Indexed families have an important property: pattern matching on them affects definitional equality. For example, in the nil case in a match expression on a Vect, the length simply becomes 0. Definitional equality can be very convenient, because it is always active and does not need to be invoked explicitly.

However, the use of definitional equality with dependent types and pattern matching has serious software engineering drawbacks. First off, functions must be written especially to be used in types, and functions that are convenient to use in types may not use the most efficient algorithms. Once a function has been exposed through using it in a type, its implementation has become part of the interface, leading to difficulties in future refactoring. Secondly, definitional equality can be slow. When asked to check whether two expressions are definitionally equal, Lean may need to run large amounts of code if the functions in question are complicated and have many layers of abstraction. Third, error messages that result from failures of definitional equality are not always very easy to understand, because they may be phrased in terms of the internals of functions. It is not always easy to understand the provenance of the expressions in the error messages. Finally, encoding non-trivial invariants in a collection of indexed families and dependently-typed functions can often be brittle. It is often necessary to change early definitions in a system when the exposed reduction behavior of functions proves to not provide convenient definitional equalities. The alternative is to litter the program with appeals to equality proofs, but these can become quite unwieldy.

In idiomatic Lean code, indexed datatypes are not used very often. Instead, subtypes and explicit propositions are typically used to enforce important invariants. This approach involves many explicit proofs, and very few appeals to definitional equality. As befits an interactive theorem prover, Lean has been designed to make explicit proofs convenient. Generally speaking, this approach should be preferred in most cases.

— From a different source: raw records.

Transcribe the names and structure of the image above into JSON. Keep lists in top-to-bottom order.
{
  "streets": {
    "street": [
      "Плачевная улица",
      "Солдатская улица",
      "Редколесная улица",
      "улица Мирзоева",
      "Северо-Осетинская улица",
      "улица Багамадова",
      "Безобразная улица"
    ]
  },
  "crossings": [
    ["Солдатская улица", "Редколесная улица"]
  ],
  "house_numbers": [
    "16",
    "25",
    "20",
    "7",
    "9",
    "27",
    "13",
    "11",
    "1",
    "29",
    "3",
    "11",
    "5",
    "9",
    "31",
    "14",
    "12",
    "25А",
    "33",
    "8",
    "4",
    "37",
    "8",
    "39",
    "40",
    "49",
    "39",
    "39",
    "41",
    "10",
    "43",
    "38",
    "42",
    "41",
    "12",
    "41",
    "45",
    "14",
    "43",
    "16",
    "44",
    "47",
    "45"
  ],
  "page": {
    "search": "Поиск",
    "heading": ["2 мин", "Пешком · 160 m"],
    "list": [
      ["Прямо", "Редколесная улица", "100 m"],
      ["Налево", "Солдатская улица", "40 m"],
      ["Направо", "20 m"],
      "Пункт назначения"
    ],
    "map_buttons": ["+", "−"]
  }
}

However, understanding indexed families of datatypes is important. Recursive functions such as plusR_zero_left and plusR_succ_left are in fact proofs by mathematical induction. The base case of the recursion corresponds to the base case in induction, and the recursive call represents an appeal to the induction hypothesis. More generally, new propositions in Lean are often defined as inductive types of evidence, and these inductive types usually have indices. The process of proving theorems is in fact constructing expressions with these types behind the scenes, in a process not unlike the proofs in this section. Also, indexed datatypes are sometimes exactly the right tool for the job. Fluency in their use is an important part of knowing when to use them.

Exercises

  • Using a recursive function in the style of plusR_succ_left, prove that for all Nats n and k, n.plusR k = n + k.
  • Write a function on Vect for which plusR is more natural than plusL, where plusL would require proofs to be used in the definition.